General-to-specific subset selection ("Autometrics") performing well in macroeconomics

Question

• I wonder why general-to-specific (GETS) subset selection and particularly the Autometrics algorithm are performing well in macroeconomic modelling/forecasting.

How does Autometrics work?

1. Doornik "Autometrics" (2009) offers a full description (see p. 7-8 for the algorithm scheme).
   The algorithm is based on stepwise subset selection with qualifications and includes diagnostic testing.
   A few main features are listed below.
2. The general model is formulated as a linear model with
   (i) main variables,
   (ii) generous lags thereof, and in later versions also
   (iii) impulses (for impulse indication saturation (IIS) or step indication saturation (SIS) techniques - to account for possible structural breaks) and
   (iv) nonlinear transformations.
3. The algorithm does stepwise selection starting from a general model and going down several paths.
4. Variables may not only be removed but also added at each step (except the initial step where all the variables are included).
5. Significance testing is used for variable removal/inclusion.
6. When the search terminates (based on significance of variables), diagnostic testing is carried out. Poor models are removed from further consideration.

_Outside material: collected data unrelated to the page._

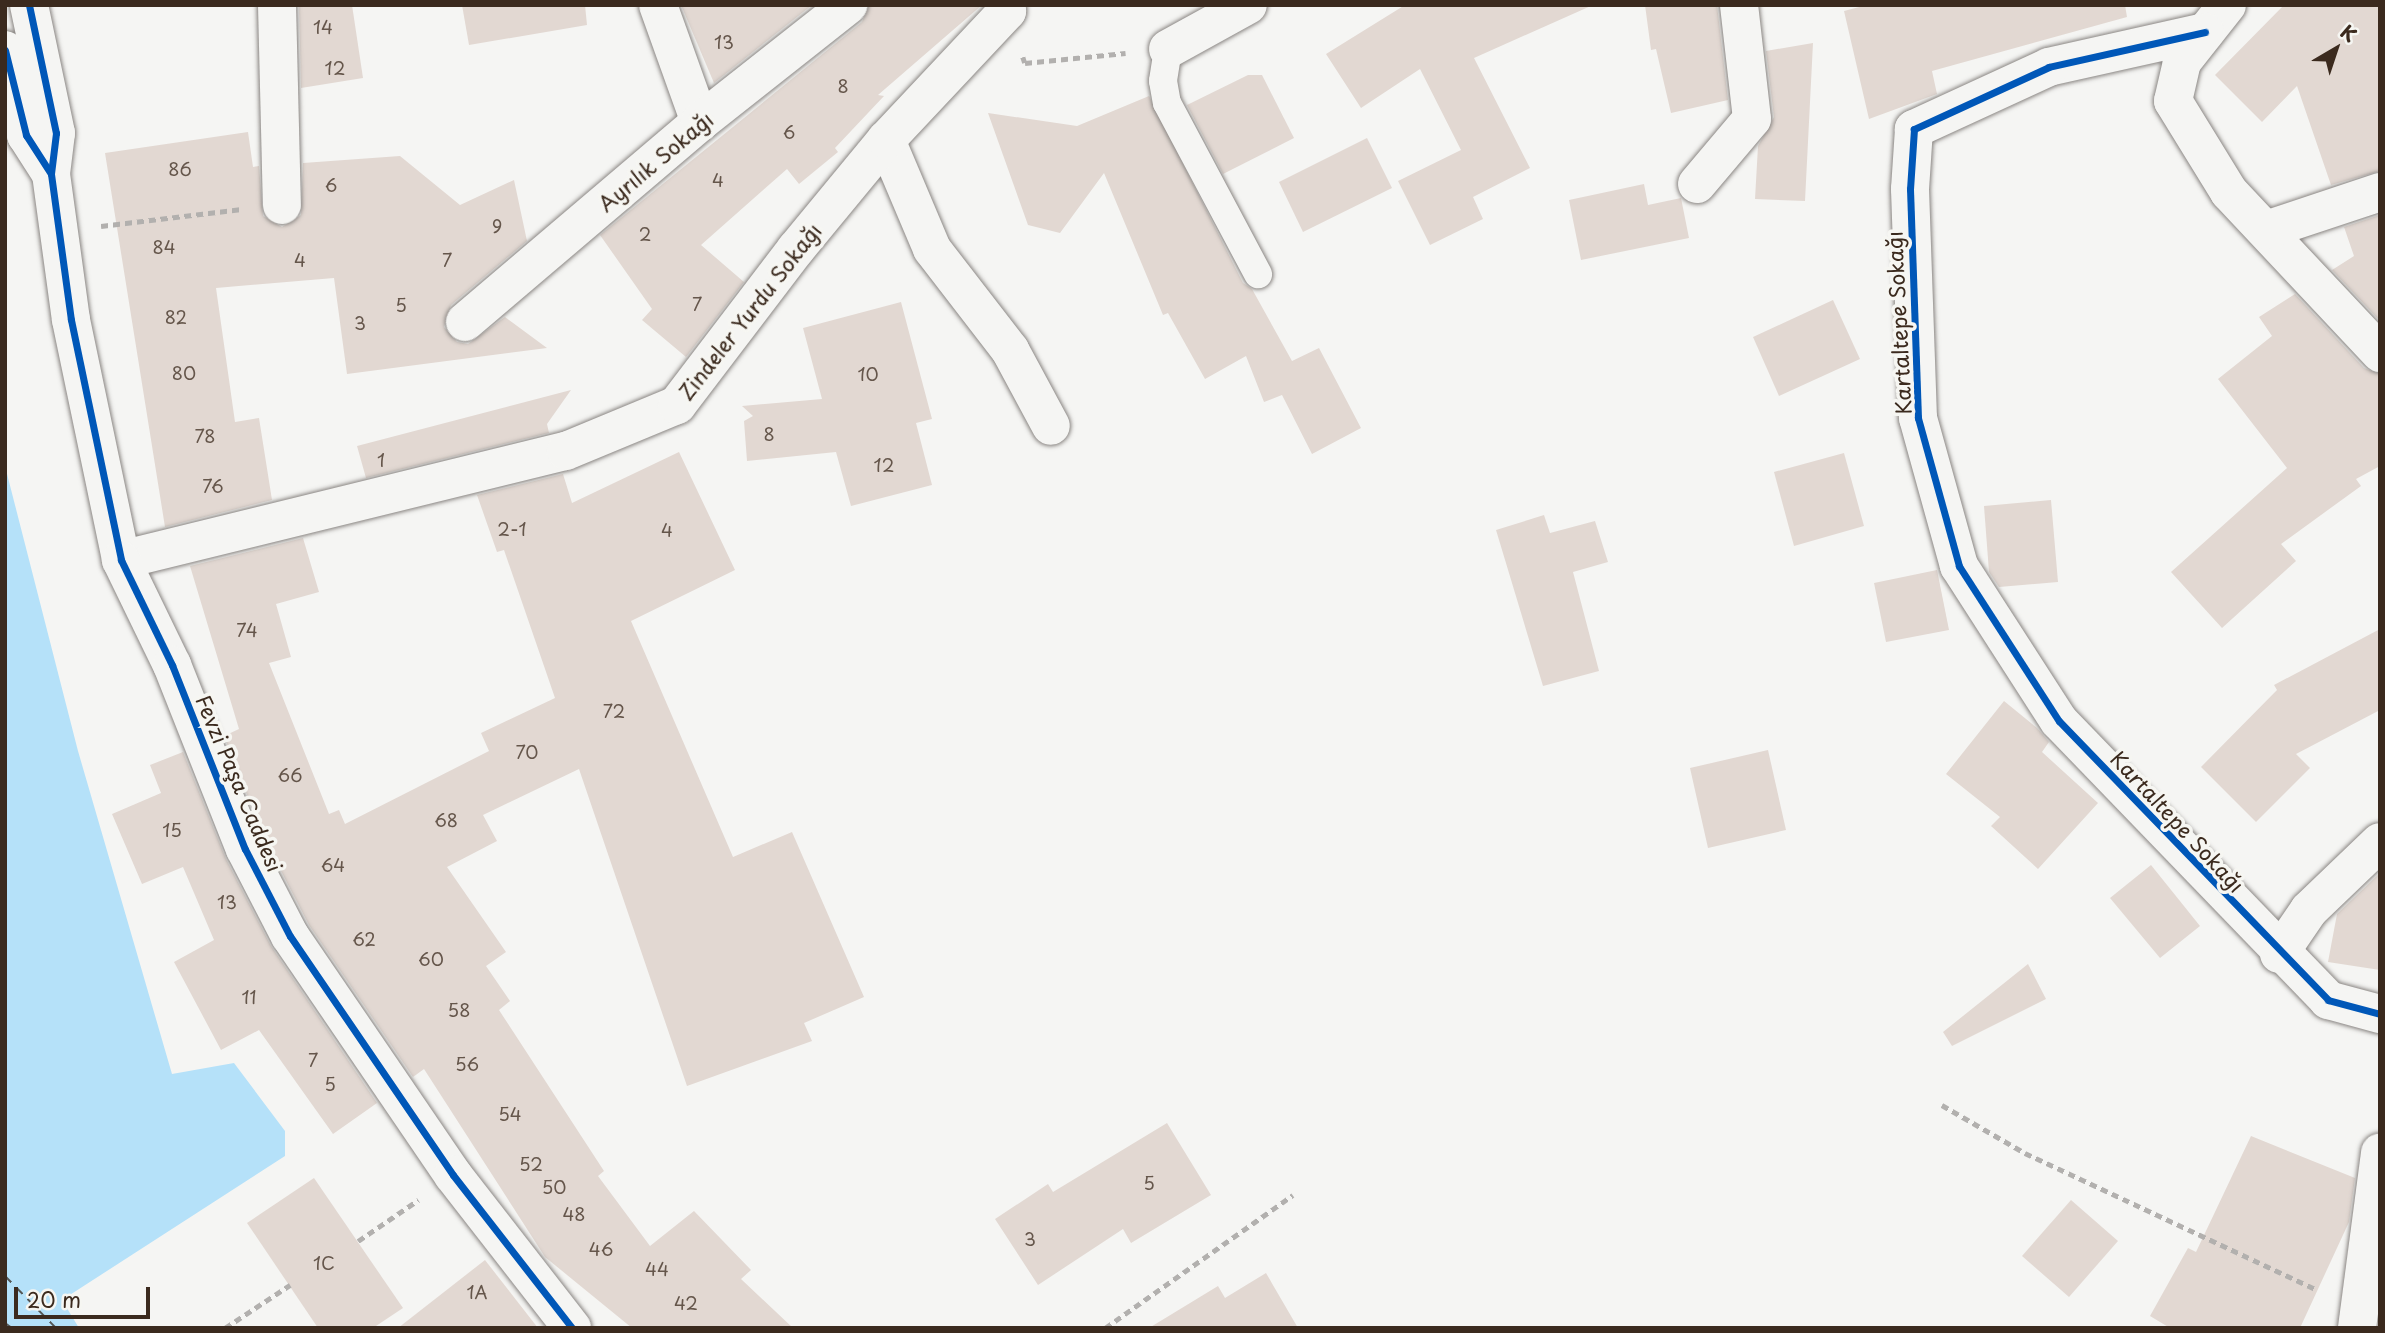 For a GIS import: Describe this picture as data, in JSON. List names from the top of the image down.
{
  "streets": {
    "street": [
      "Ayrılık Sokağı",
      "Zindeler Yurdu Sokağı",
      "Kartaltepe Sokağı",
      "Fevzi Paşa Caddesi"
    ]
  },
  "crossings": [
    ["Zindeler Yurdu Sokağı", "Fevzi Paşa Caddesi"]
  ],
  "house_numbers": [
    "14",
    "13",
    "12",
    "8",
    "6",
    "86",
    "4",
    "6",
    "9",
    "2",
    "84",
    "4",
    "7",
    "7",
    "5",
    "82",
    "3",
    "80",
    "10",
    "8",
    "78",
    "1",
    "12",
    "76",
    "2-1",
    "4",
    "74",
    "72",
    "70",
    "66",
    "68",
    "15",
    "64",
    "13",
    "62",
    "60",
    "11",
    "58",
    "7",
    "56",
    "5",
    "54",
    "52",
    "5",
    "50",
    "48",
    "3",
    "46",
    "1C",
    "44",
    "1A",
    "42"
  ],
  "scale_bar": "20 m",
  "north": "top right"
}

How well does Autometrics perform?

1. Good performance of Autometrics is apparent from works of Sir David F. Hendry, Jurgen A. Doornik et al. (in the links, see works on model selection, Autometrics and related).
   Of course, independent authors' experience would be more credible than the experience of the "fathers" of Autometrics.
2. Kock & Teräsvirta "Forecasting performances of three automated modelling techniques during the economic crisis 2007–2009" (2014) find:

[Autometrics] works well when the model is a reasonable approximation to reality, but less well when it is not. In direct forecasting, one is facing the latter situation... It appears that Autometrics may not be an appropriate tool for building models for direct multiperiod forecasting. However, it can be an excellent choice when the data-generating process is approximated well by a subset of variables in the data set of the researcher.

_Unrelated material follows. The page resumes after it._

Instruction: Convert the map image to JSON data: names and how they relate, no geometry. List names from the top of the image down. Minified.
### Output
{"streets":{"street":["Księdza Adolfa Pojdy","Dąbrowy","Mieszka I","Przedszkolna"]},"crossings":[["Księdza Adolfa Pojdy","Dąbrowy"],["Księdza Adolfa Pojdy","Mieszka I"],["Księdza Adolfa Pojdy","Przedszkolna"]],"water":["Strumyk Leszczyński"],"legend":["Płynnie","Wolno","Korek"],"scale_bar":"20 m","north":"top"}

3. Epprecht et al. "Comparing variable selection techniques for linear regression: LASSO and Autometrics" (2013) find that Autometrics and LASSO outperform each other in different respects and different settings.

4. The typical setting in Hendry's own performance testing of Autometrics is when the correct model is a subset of the general model. Autometrics is shown to select a model that is either the true one or very close to it.
   Meanwhile, under tapering effects or considerable misspecification of the general model Autometrics may perform less well, e.g. as in Kock & Teräsvirta (2014) above.

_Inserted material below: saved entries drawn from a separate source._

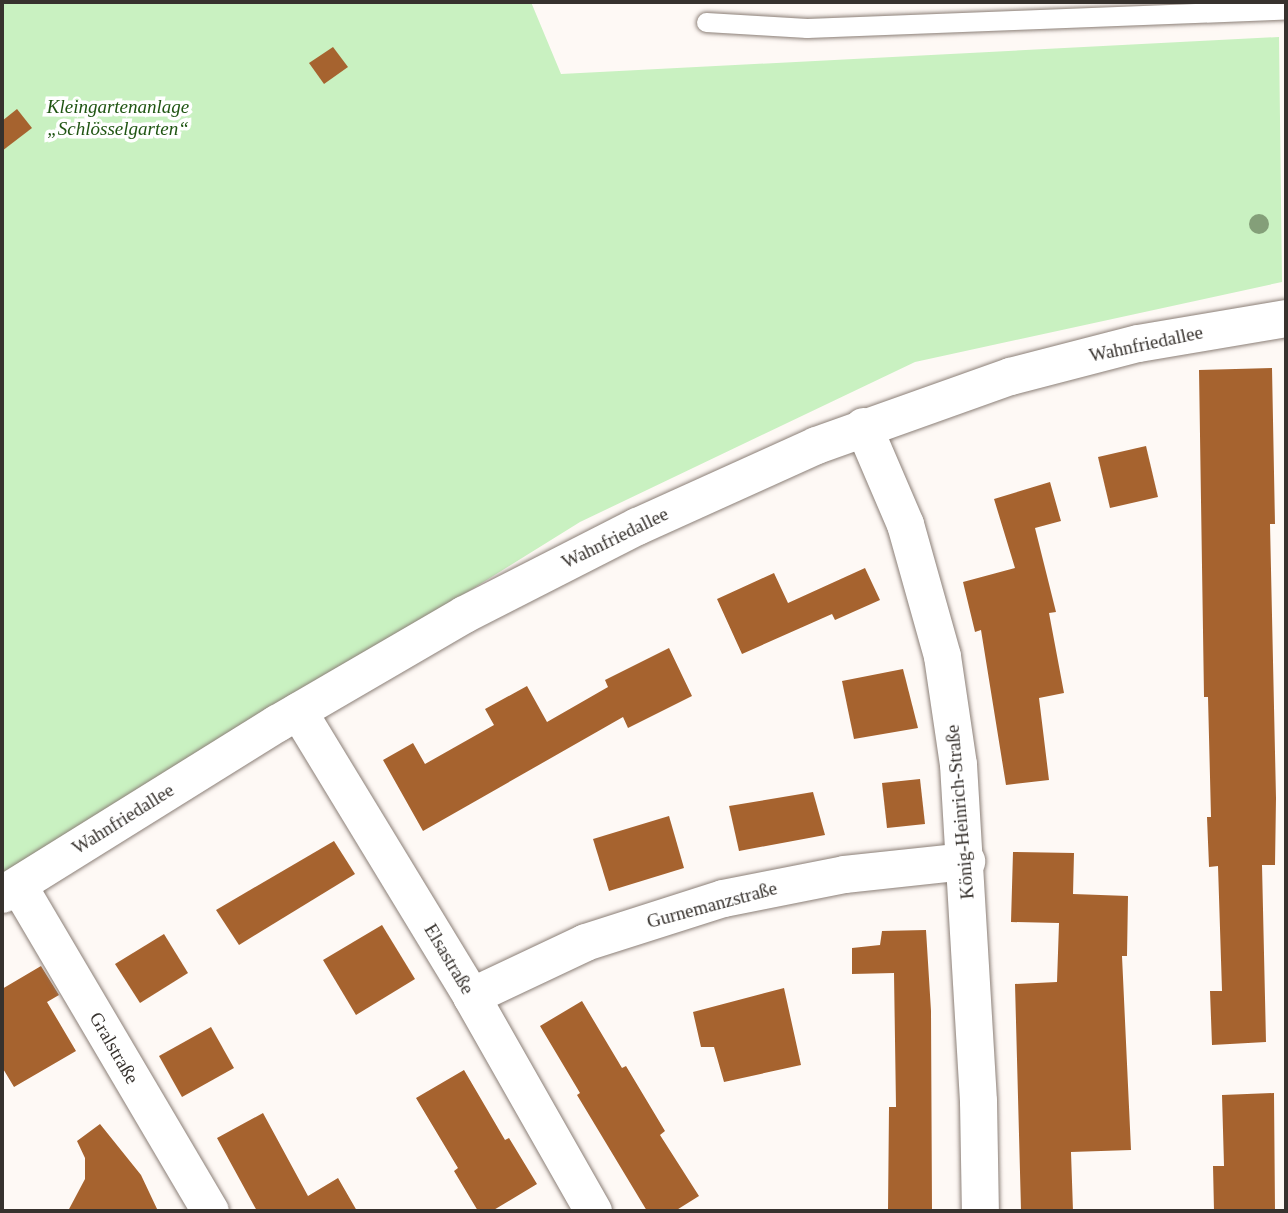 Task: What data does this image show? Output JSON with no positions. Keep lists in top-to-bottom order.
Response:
{
  "streets": {
    "street": [
      "Wahnfriedallee",
      "König-Heinrich-Straße",
      "Gurnemanzstraße",
      "Elsastraße",
      "Gralstraße"
    ]
  },
  "crossings": [
    ["Wahnfriedallee", "König-Heinrich-Straße"],
    ["Wahnfriedallee", "Elsastraße"],
    ["Wahnfriedallee", "Gralstraße"],
    ["König-Heinrich-Straße", "Gurnemanzstraße"],
    ["Gurnemanzstraße", "Elsastraße"]
  ],
  "parks": ["Kleingartenanlage „Schlösselgarten“"]
} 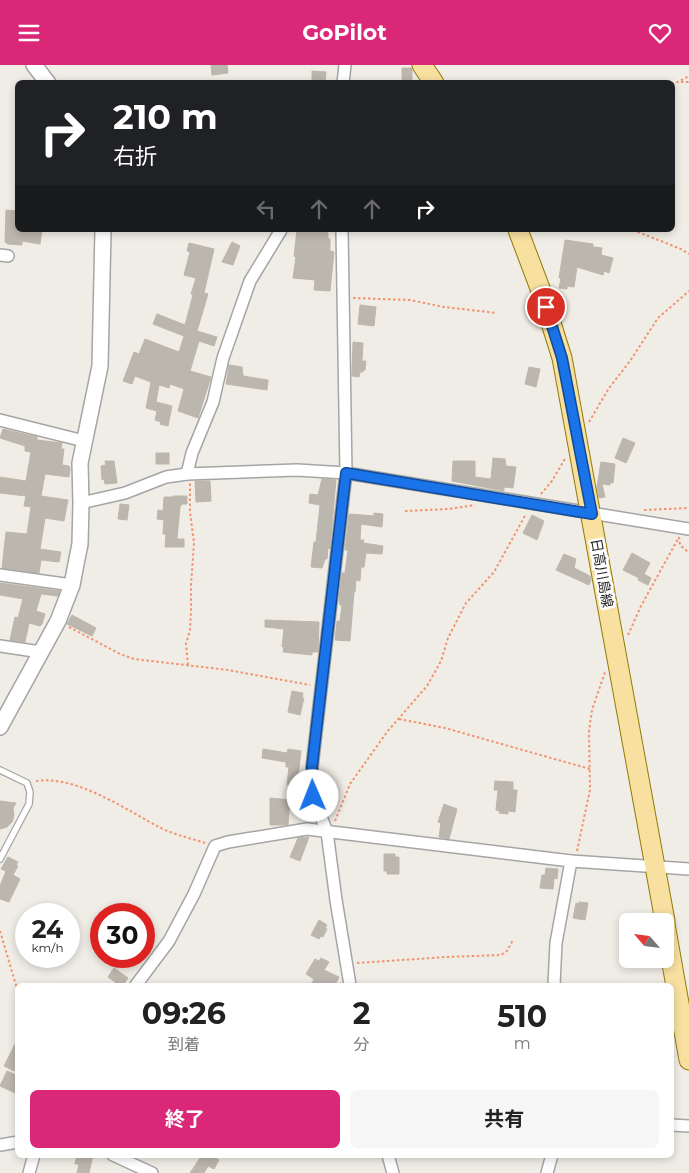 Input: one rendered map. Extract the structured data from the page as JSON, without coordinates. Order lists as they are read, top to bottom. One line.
{"streets":{"main road":["日高川島線"]},"north":"top left","page":{"header":"GoPilot","turn":["210 m","右折"],"speed":"24 km/h","limit":"30","eta":["09:26","到着","2","分","510","m"],"buttons":["終了","共有"]}}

Why is good performance surprising?

1. With no shrinkage and having to select among a large number of variables (that is the setting in many of Hendry's and Doornik's works), I would anticipate GETS to fail. (E.g. Frank Harrell has condemned subset selection in several posts, e.g. 1 and 2, although the posts were not specific to macroeconomic time series.)
2. (Question) Could the good performance of GETS and Autometrics be specific to the applications (mostly macroeconomic time series modelling),
   or is Autometrics just a really good method in a broad sense?

"LASSO/LARS vs general to specific (GETS) method" is a related question.

Answer 1

Frank Harrell does not rule out intelligent use of backward elimination. He includes as a possibility (page 97, RMS, 2nd edition):

Do limited backwards step-down variable selection if parsimony is more important than accuracy.

This, however, is only to be done in the context of an already well-specified model. It is the last step before the "'final' model."

As this paper linked from the related question emphasizes, the variable selection in GETS must begin with an already well-specified model:

1. The search should start from a congruent statistical model to ensure that selection inferences are reliable. Problems such as residual autocorrelation and heteroscedasticity not only reveal mis-specification. They can deliver incorrect coefficient standard errors for test calculations. Consequently, the algorithm must test for model mis-specification in the initial general model.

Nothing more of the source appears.